I feel much more chill about the whole thing, having aired out my issue and trying to come into the space myself with a lightheartedness and excitement for practice. I remind myself each time I enter the room that everyone is like everyone else, eager to do the work, trying our best to find the yoga in it all. This I feel is a testament to how yoga does work, that the "citta vrittis" calm eventually and everyone finds their place in this heaving movement of practice around the KPJAYI shala.

I know as the month ends, old friends will go, new friends will come, and the cycle somehow continues. I hope that the energy of yoga before and after “practice” prevails, that we continue to be conscious and mindful not only of ourselves but of each other. That we bring the steadiness of the asana practice into the patience of the wait, that as tight as it might get in there, there is always room for everyone.


  1. Just wanted to say thanks for sharing! I'm working on 2nd series and just recently had a medical issue which has be working way off my "normal" practice. I have been feeling like I'm missing out when I got to Mysore and see my fellow yogis working and moving on and I'm feeling left behind as I'm doing chaturanga on my knees. So I just really enjoyed this & reread it several times. Thank you.

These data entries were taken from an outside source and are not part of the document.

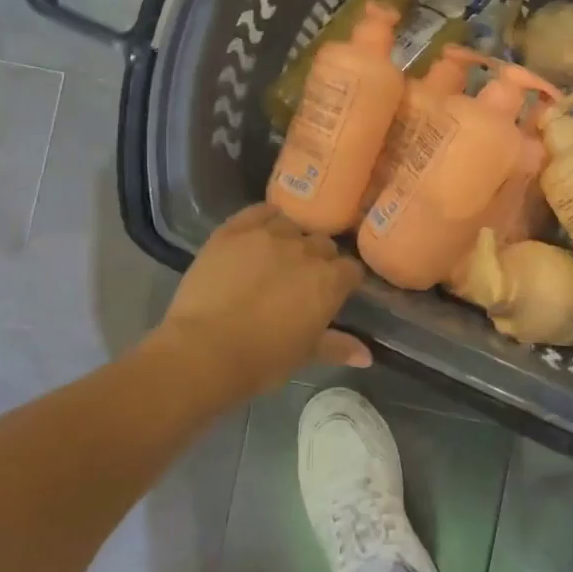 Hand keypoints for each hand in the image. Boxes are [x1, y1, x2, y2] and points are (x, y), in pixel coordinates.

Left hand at [155, 204, 370, 395]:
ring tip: (276, 258)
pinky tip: (260, 231)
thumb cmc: (262, 360)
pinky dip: (265, 218)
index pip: (351, 269)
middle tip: (300, 280)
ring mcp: (270, 234)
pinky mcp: (235, 229)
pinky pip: (259, 211)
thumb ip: (339, 347)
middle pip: (323, 244)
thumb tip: (368, 356)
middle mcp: (306, 249)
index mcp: (330, 280)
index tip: (333, 293)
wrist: (205, 351)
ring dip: (291, 239)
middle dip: (318, 259)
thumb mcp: (305, 355)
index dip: (343, 281)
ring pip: (292, 225) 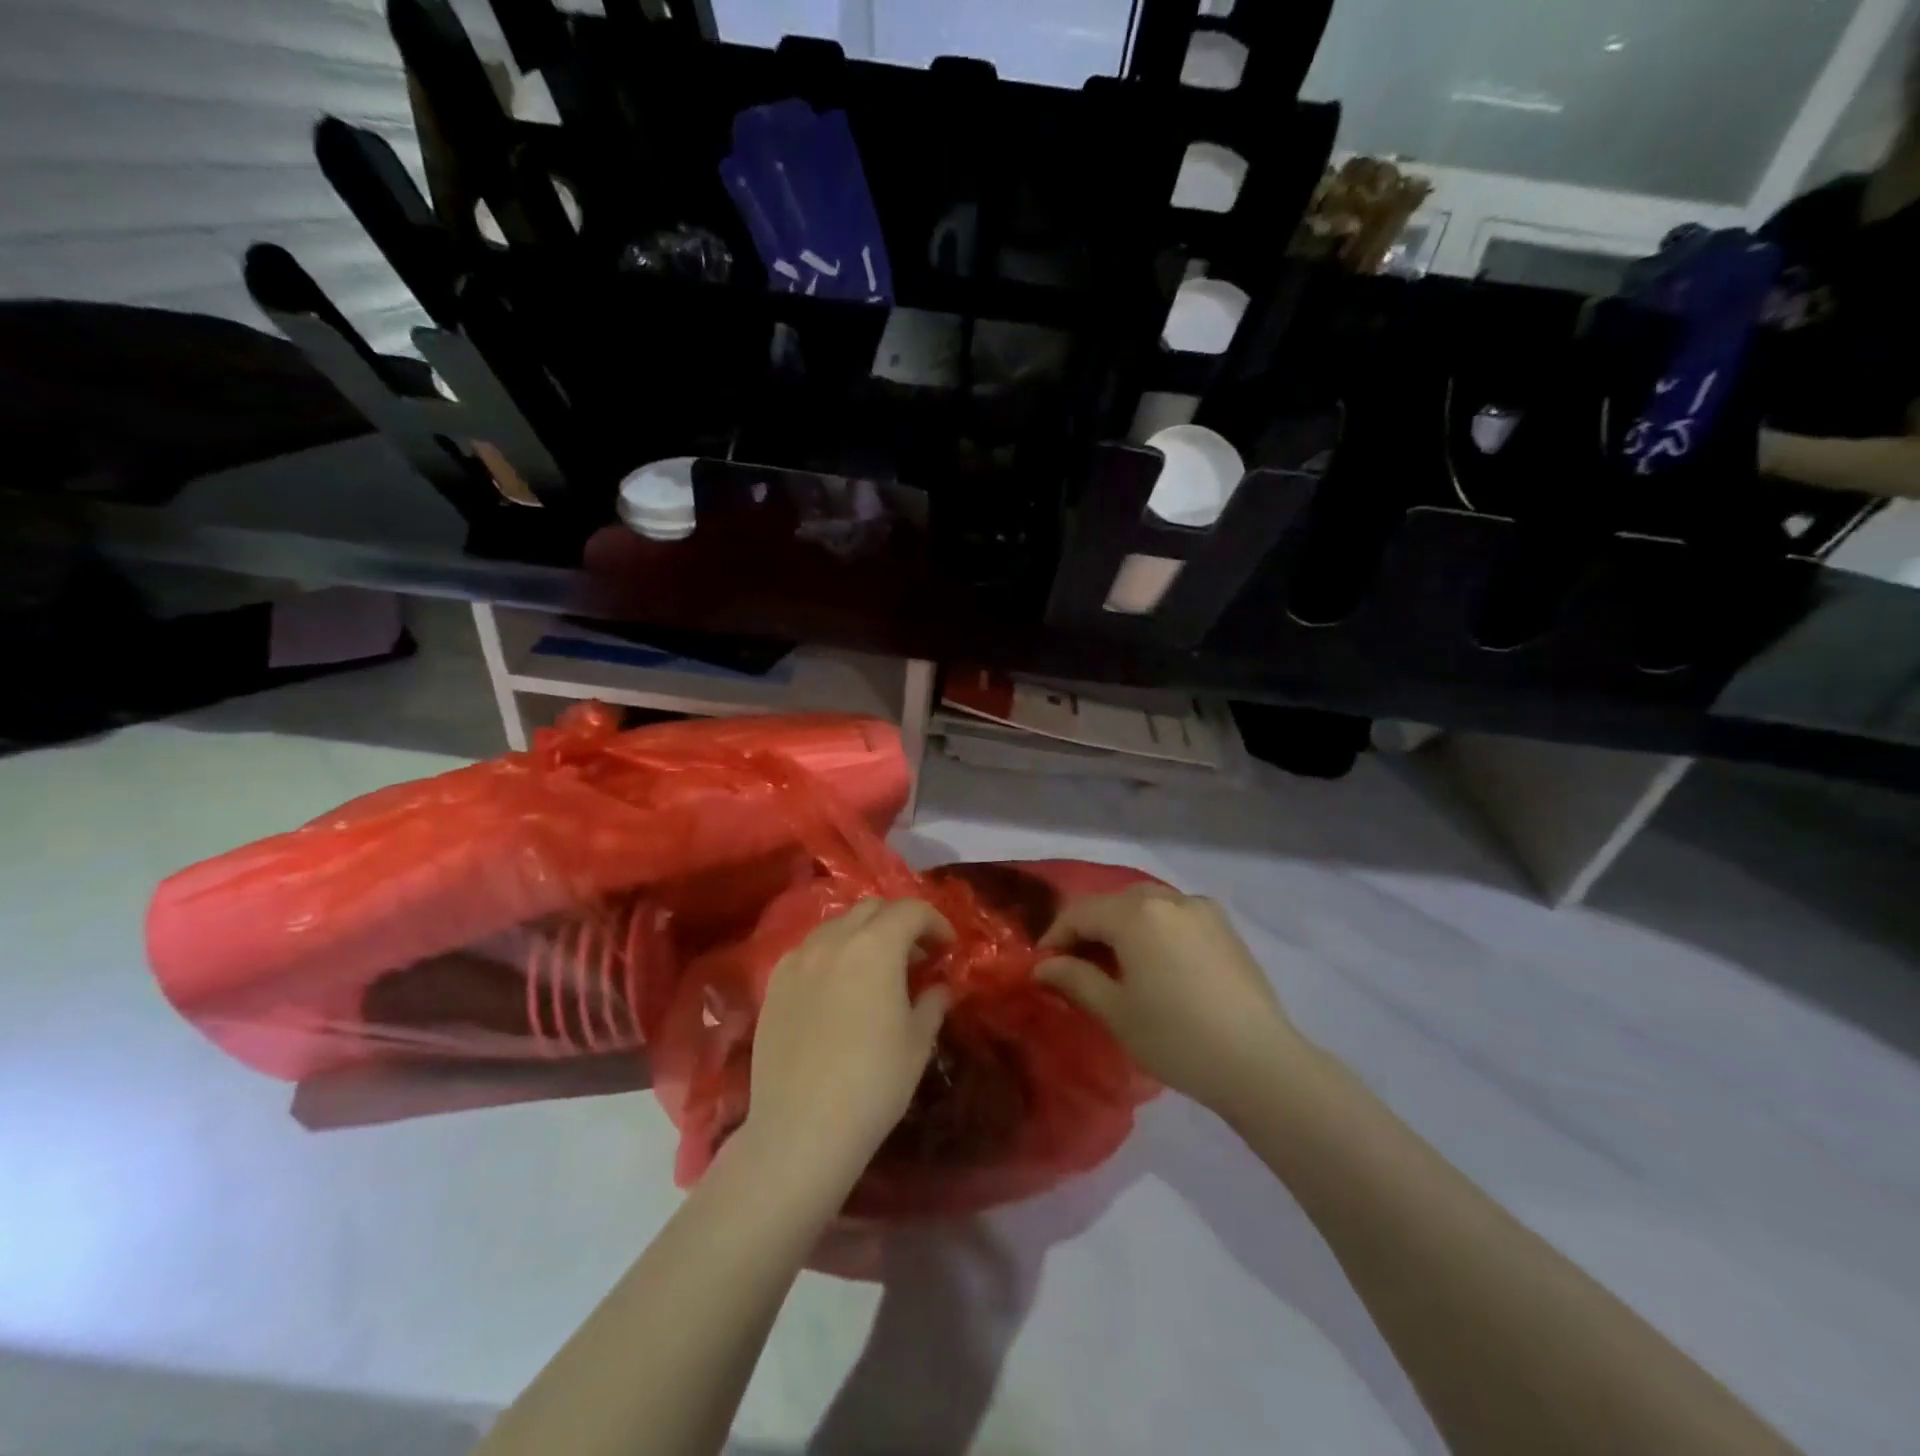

  2. Dear Clarissa, I can totally understand. It's really hard work to scale back. And it's tough on the ego, which wants to just push forwards. I think if we can face that, here in Mysore of all places, where the bar for "excellence" is past high and into unbelievable, then we're really practicing yoga! The strength that is getting built now--which is willpower--I feel will really serve us as we return (when it's right) to the intermediate practice fully! Thank you for commenting! I am glad it is resonating!